Monday, September 15, 2008

Honor Code

So, we had an awesome lesson in Relief Society yesterday, and it was all tied up at the end with the annual "reading of the honor code" to ward members. You know. Just so everyone is clear on how late boys can stay, how modest we should be, yada yada yada. I have been a major supporter of the honor code ever since I was a wee little freshy in DT.

Some people think the rules are over the top, and that BYU is too strict, but here is a little morsel of trivia: The honor code was written by some students a couple decades ago because they thought BYU was getting trashy. Please note that I said it was written by students. Yep. Not by old crotchety professors. So everyone who whines about it quit your boobin and be grateful you even got in to BYU.

Anyways. I can see how some people think its lame that we have so many "rules" on how we should be acting / living while we go to BYU, but I know its all for our benefit and safety.

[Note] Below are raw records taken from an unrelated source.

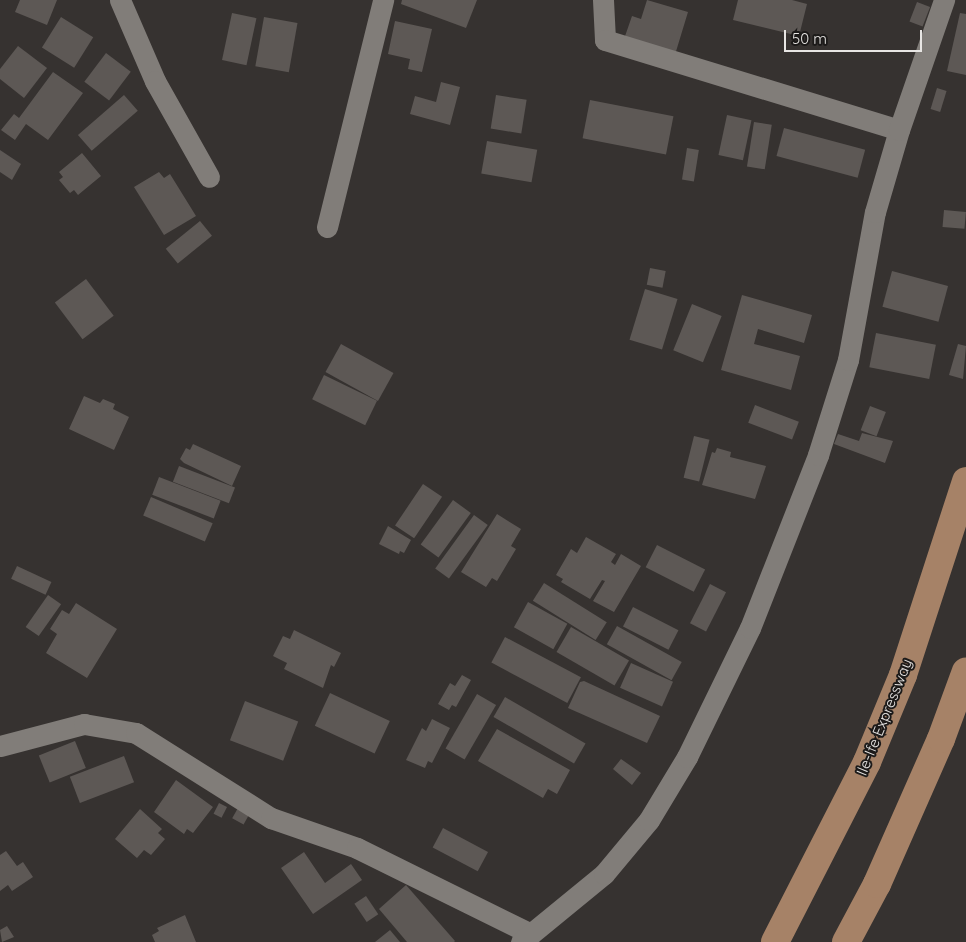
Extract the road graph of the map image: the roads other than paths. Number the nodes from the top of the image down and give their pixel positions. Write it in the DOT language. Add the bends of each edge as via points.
graph roads {
  1 [pos="120,0"];
  2 [pos="383,0"];
  3 [pos="602,0"];
  4 [pos="944,0"];
  5 [pos="899,130"];
  6 [pos="209,177"];
  7 [pos="327,227"];
  8 [pos="966,481"];
  9 [pos="966,671"];
  10 [pos="0,746"];
  11 [pos="526,938"];
  12 [pos="775,942"];
  13 [pos="846,942"];
  1 -- 6 [label="street" via="155,81"];
  2 -- 7 [label="street"];
  3 -- 5 [label="street" via="605,40"];
  4 -- 5 [label="street"];
  5 -- 11 [label="street" via="875,212 848,360 818,455 750,628 687,757 649,820 604,874"];
  8 -- 12 [label="main road, Ile-Ife Expressway" via="903,675 871,753"];
  9 -- 13 [label="main road" via="933,758 877,884"];
  10 -- 11 [label="street" via="84,724 136,733 271,818 357,848"];
}
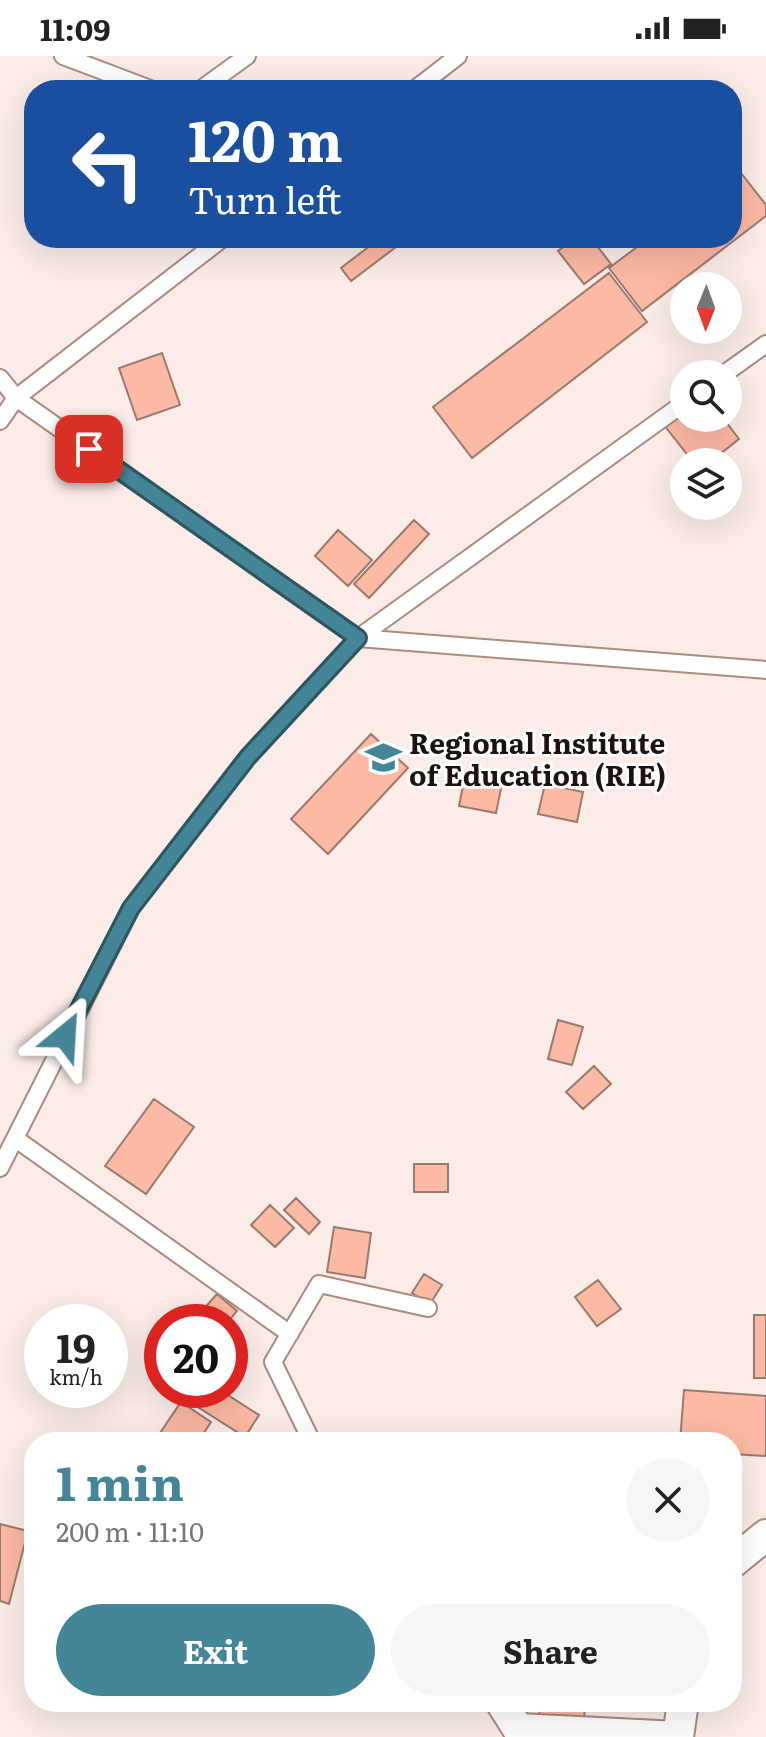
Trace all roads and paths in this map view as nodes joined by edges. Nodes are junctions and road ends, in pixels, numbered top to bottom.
1 (63, 56) edge
2 (247, 56) edge
3 (458, 56) edge
4 (127, 80) edge
5 (214, 80) edge
6 (427, 80) edge
7 (210, 248) edge
8 (766, 344) edge
9 (742, 361) edge
10 (0, 378) edge
11 (16, 398) junction
12 (670, 413) edge
13 (0, 421) edge
14 (358, 638) junction
15 (766, 670) edge
16 (16, 1139) junction
17 (0, 1168) edge
18 (428, 1308) dead end
19 (290, 1334) junction
20 (307, 1432) edge
21 (766, 1535) edge
22 (742, 1555) edge
23 (506, 1712) edge
24 (682, 1712) edge
25 (515, 1733) edge
26 (678, 1737) edge

1 - 4 lane
2 - 5 lane
3 - 6 lane
7 - 11 lane
8 - 9 lane
10 - 11 lane
11 - 13 lane
11 - 14 lane
12 - 14 lane
14 - 15 lane
14 - 16 lane
16 - 17 lane
16 - 19 lane
18 - 19 lane
19 - 20 lane
21 - 22 street
23 - 25 street
24 - 26 street
25 - 26 street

Even if I slightly disagree with one of the honor code points, I try to hold myself to that standard. Why? Because when I got into BYU I signed a piece of paper that says I'd follow it. And its included in your housing contract too. So you sign it at least every time you move, and I think its on the yearly ecclesiastical endorsements too.

Do people forget that they signed the honor code like five billion times? Or do they really just not care about honesty all that much? By signing the honor code, you have pretty much made a documented statement saying you will do whatever it is the honor code says. Knowingly breaking the honor code is just a fancier way of being a liar. If you don't want to keep it, you shouldn't have signed it. You might as well be wearing these:

Dishonesty is a deal breaker for me, whether it be with friends or guys I'm dating. Ya, its easy to lie yourself out of a tough situation, but since when is the easy way the accepted path? Sometimes, I want to lie. I want to lie my butt off, because it would be so much easier to deal with some things. That doesn't mean I'm going to be a liar. Just because I want to doesn't mean I will. I make a conscious effort to be honest in my every day life. Whether it be owning up to a mistake at work or telling the cashier that the self check-out didn't register one of my 35 cent Strawberry Jell-O packets. I think maintaining confidence in my own character is worth at least 35 cents.

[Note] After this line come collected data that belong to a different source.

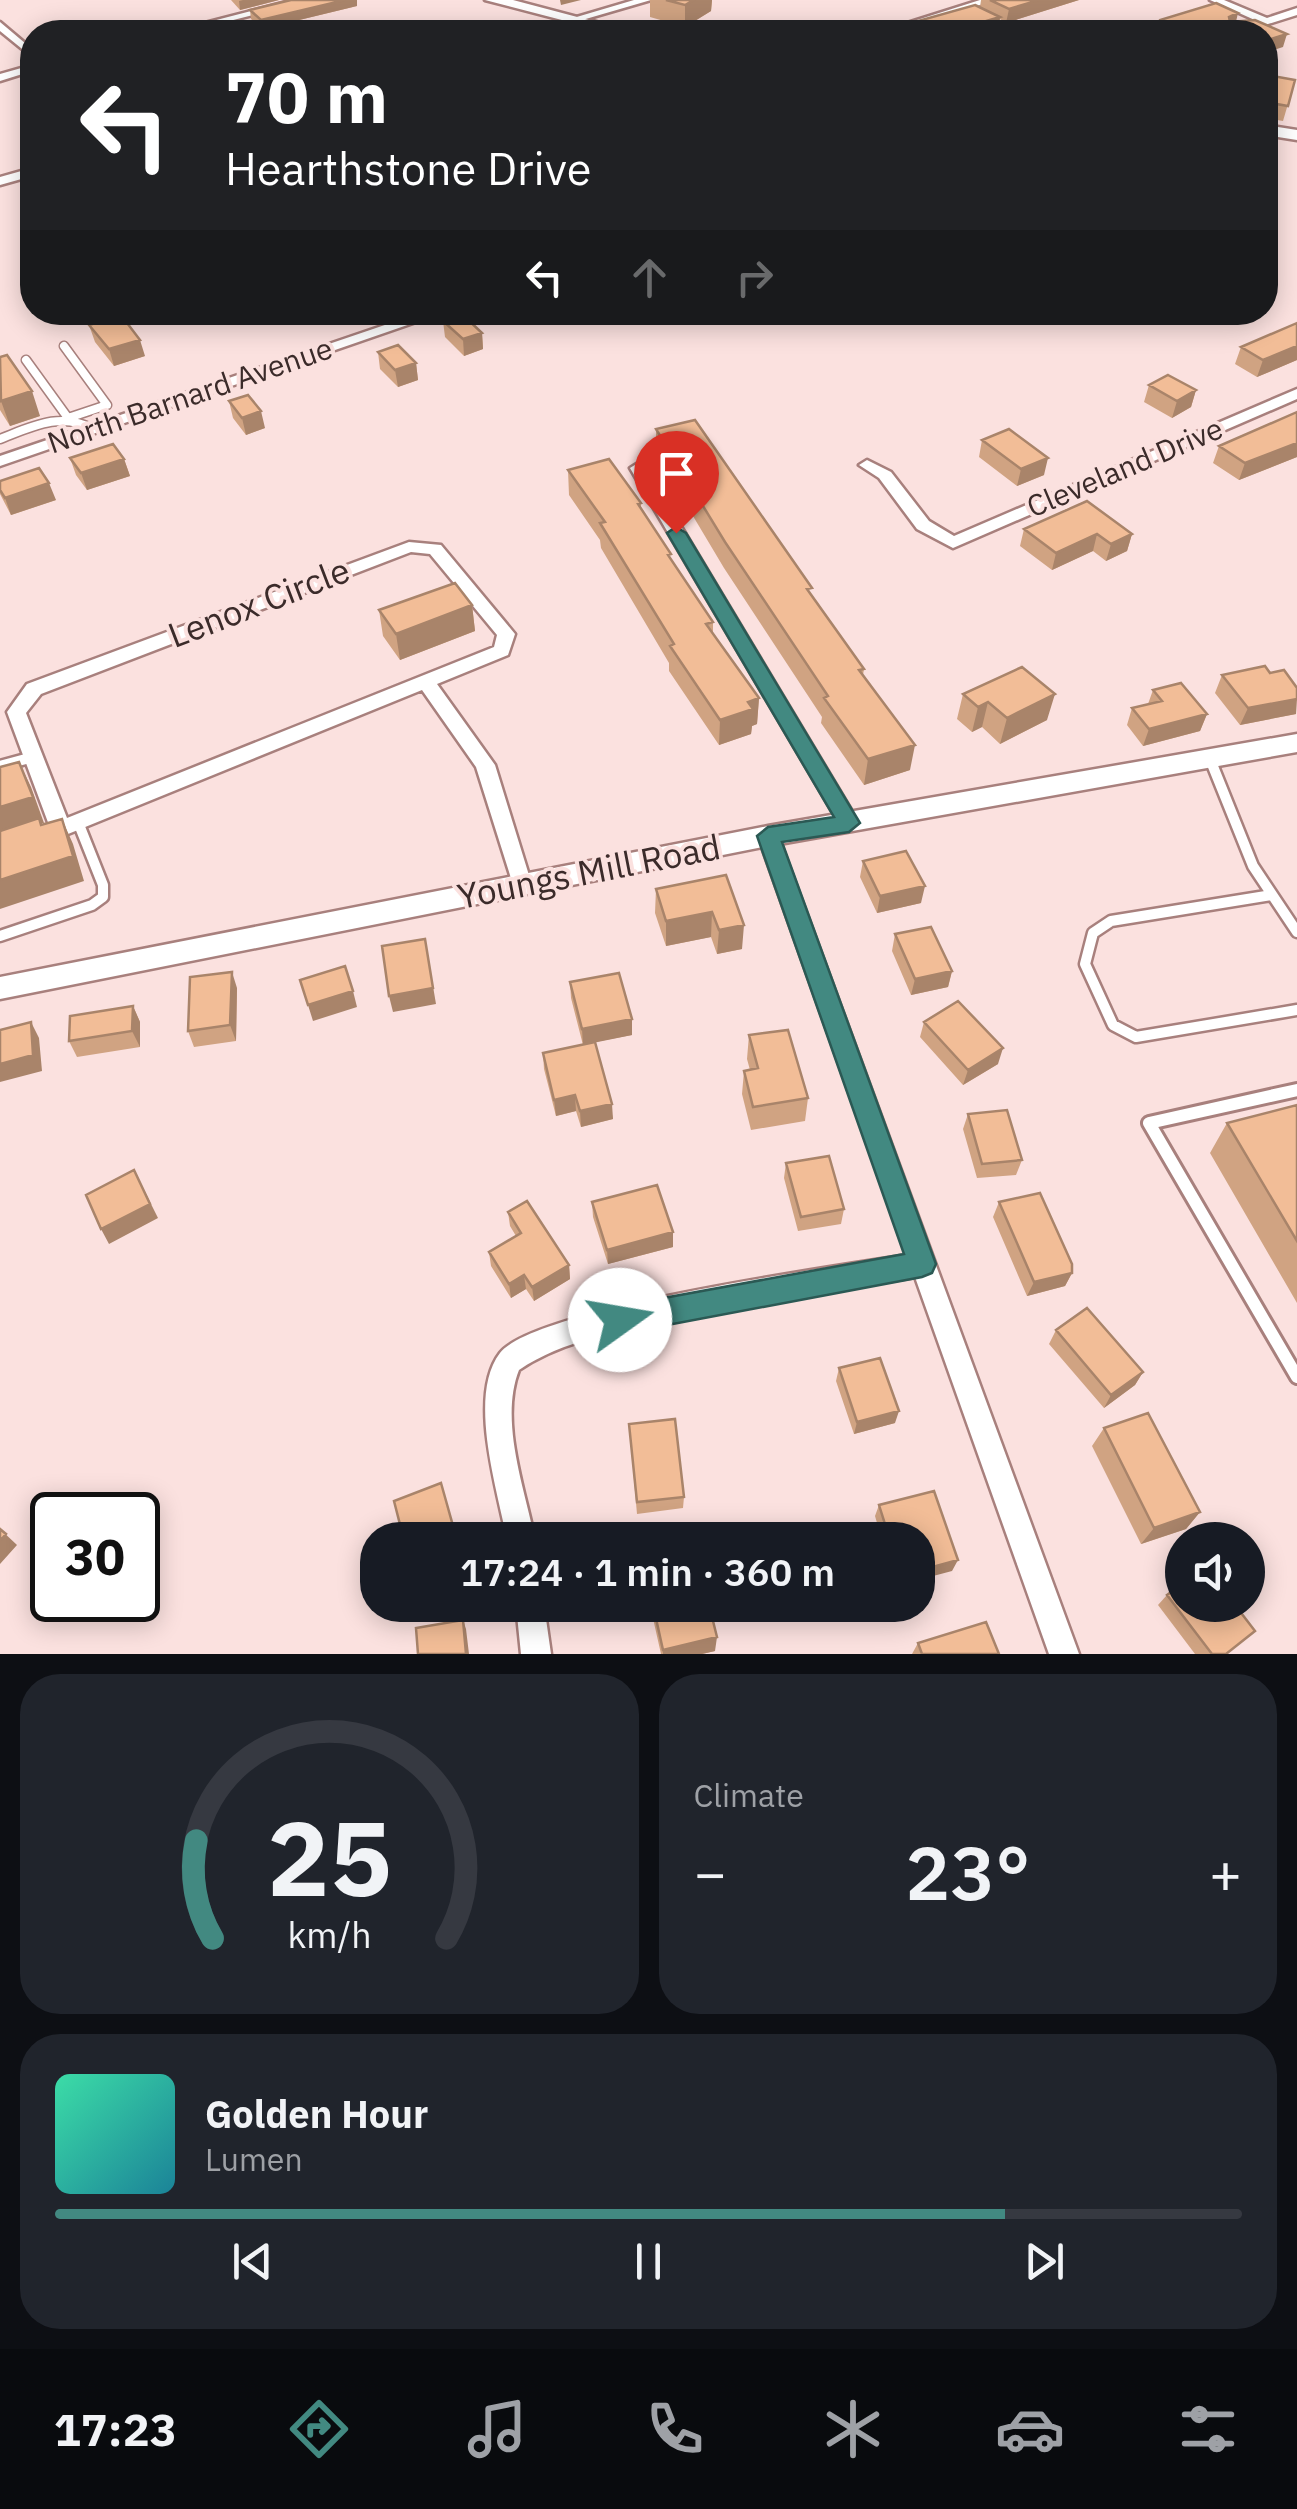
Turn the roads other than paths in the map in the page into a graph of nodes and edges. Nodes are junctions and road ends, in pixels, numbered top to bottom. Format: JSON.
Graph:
{"nodes":[{"id":1,"x":307,"y":0,"type":"edge"},
{"id":2,"x":646,"y":0,"type":"edge"},
{"id":3,"x":990,"y":0,"type":"edge"},
{"id":4,"x":1215,"y":0,"type":"edge"},
{"id":5,"x":500,"y":1,"type":"edge"},
{"id":6,"x":1297,"y":11,"type":"edge"},
{"id":7,"x":225,"y":20,"type":"edge"},
{"id":8,"x":557,"y":20,"type":"edge"},
{"id":9,"x":591,"y":20,"type":"edge"},
{"id":10,"x":924,"y":20,"type":"edge"},
{"id":11,"x":1264,"y":20,"type":"edge"},
{"id":12,"x":1269,"y":20,"type":"edge"},
{"id":13,"x":0,"y":25,"type":"edge"},
{"id":14,"x":20,"y":43,"type":"edge"},
{"id":15,"x":400,"y":325,"type":"edge"},
{"id":16,"x":64,"y":346,"type":"dead end"},
{"id":17,"x":26,"y":360,"type":"dead end"},
{"id":18,"x":1297,"y":394,"type":"edge"},
{"id":19,"x":68,"y":418,"type":"junction"},
{"id":20,"x":93,"y":429,"type":"junction"},
{"id":21,"x":0,"y":438,"type":"edge"},
{"id":22,"x":0,"y":461,"type":"edge"},
{"id":23,"x":867,"y":465,"type":"dead end"},
{"id":24,"x":638,"y":468,"type":"dead end"},
{"id":25,"x":426,"y":682,"type":"junction"},
{"id":26,"x":1297,"y":742,"type":"edge"},
{"id":27,"x":34,"y":757,"type":"junction"},
{"id":28,"x":1210,"y":759,"type":"junction"},
{"id":29,"x":0,"y":766,"type":"edge"},
{"id":30,"x":849,"y":823,"type":"junction"},
{"id":31,"x":70,"y":826,"type":"junction"},
{"id":32,"x":768,"y":836,"type":"junction"},
{"id":33,"x":0,"y":848,"type":"edge"},
{"id":34,"x":522,"y":885,"type":"junction"},
{"id":35,"x":1272,"y":895,"type":"junction"},
{"id":36,"x":1297,"y":932,"type":"edge"},
{"id":37,"x":0,"y":936,"type":"edge"},
{"id":38,"x":0,"y":988,"type":"edge"},
{"id":39,"x":1297,"y":1010,"type":"edge"},
{"id":40,"x":1297,"y":1090,"type":"edge"},
{"id":41,"x":922,"y":1264,"type":"junction"},
{"id":42,"x":1297,"y":1376,"type":"edge"},
{"id":43,"x":518,"y":1522,"type":"edge"},
{"id":44,"x":532,"y":1622,"type":"edge"},
{"id":45,"x":536,"y":1654,"type":"edge"},
{"id":46,"x":1064,"y":1654,"type":"edge"}],
"edges":[{"from":1,"to":7,"type":"street"},
{"from":2,"to":9,"type":"street"},
{"from":3,"to":10,"type":"street"},
{"from":4,"to":11,"type":"street"},
{"from":5,"to":8,"type":"main road"},
{"from":6,"to":12,"type":"street"},
{"from":13,"to":14,"type":"street"},
{"from":15,"to":20,"type":"street","name":"North Barnard Avenue"},
{"from":16,"to":19,"type":"lane"},
{"from":17,"to":19,"type":"lane"},
{"from":18,"to":23,"type":"street","name":"Cleveland Drive"},
{"from":19,"to":20,"type":"lane"},
{"from":19,"to":21,"type":"lane"},
{"from":20,"to":22,"type":"street","name":"North Barnard Avenue"},
{"from":24,"to":30,"type":"street"},
{"from":25,"to":27,"type":"street","name":"Lenox Circle"},
{"from":25,"to":31,"type":"street","name":"Lenox Circle"},
{"from":25,"to":34,"type":"street"},
{"from":26,"to":28,"type":"street","name":"Youngs Mill Road"},
{"from":27,"to":29,"type":"lane"},
{"from":27,"to":31,"type":"street","name":"Lenox Circle"},
{"from":28,"to":30,"type":"street","name":"Youngs Mill Road"},
{"from":28,"to":35,"type":"lane"},
{"from":30,"to":32,"type":"street","name":"Youngs Mill Road"},
{"from":31,"to":33,"type":"street","name":"Lenox Circle"},
{"from":31,"to":37,"type":"lane"},
{"from":32,"to":34,"type":"street","name":"Youngs Mill Road"},
{"from":32,"to":41,"type":"street"},
{"from":34,"to":38,"type":"street","name":"Youngs Mill Road"},
{"from":35,"to":36,"type":"lane"},
{"from":35,"to":39,"type":"lane"},
{"from":40,"to":42,"type":"lane"},
{"from":41,"to":43,"type":"street"},
{"from":41,"to":46,"type":"street"},
{"from":44,"to":45,"type":"street"}]}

Anyway. The rant is over. I just thought everyone should know that I have been unknowingly breaking the honor code. Apparently, it is against the honor code to walk barefoot on campus grounds. I sat in relief society, pridefully relishing in my knowledge that I'm an honor code Nazi when BAM. I hear our RS president tell us that shoes must be worn at all times. NOOOOOOOOOO! I have hated wearing shoes lately. I usually take them off when I leave work or leave class and put them back on when I walk into a campus building. Those blissful days of oblivion are gone, gone FOREVER.

I will just need to find some really comfy shoes.

HOWEVER. I promise I will not be a Birkenstock weirdy. My kindergarten teacher always wore Birkenstocks with thick, woolly colorful socks. Picture a shaggy muppet wearing sandals (as if their feet weren't awkward enough already) and that's about what it was like. The most ardent memory I have of kindergarten story-time showcases not a book, but a cropped image of Mrs. Wheeler's feet, clad in purple socks and brown Birkenstocks of this nature:

This greatly disturbed me. Even at age 5 I knew it was just wrong. Also. I promise I will never ever purposely wear crocs a day in my life. I don't care how lightweight and comfy they are. They look like leaky garden clogs.


  1. My favorite part of this was where you said "weirdy". So I was eating dinner with Jacqueline tonight and she was telling me about this blog you wrote and i was like "I'm sure I've broken the honor code with kristin!" But since dinner I still haven't been able to think of a specific time it's ever happened. Really, I'm just tattling on her for trying to get me to contradict your blog. Feel free to tell your mom on her.

  2. I'm glad you can't think of a time I've broken it.. What did she say about it? Sometimes she just doesn't comment on my blogs (cough cough)

  3. This blog reminds me of that time you were wearing slippers in the cafeteria place at BYU, and the Nazicashier wouldn't ring up your stuff unless you went back and put on 'real shoes.'

    You and I contemplated coming back wearing slippers on our hands, but we decided against it.

  4. yes, yes I do recall. Ba haha. We are so funny.

  5. cough cough nothin. i heart your blog so much that when you write, i have to tell all my friends about it. well, all of them, or just stephen, i suppose.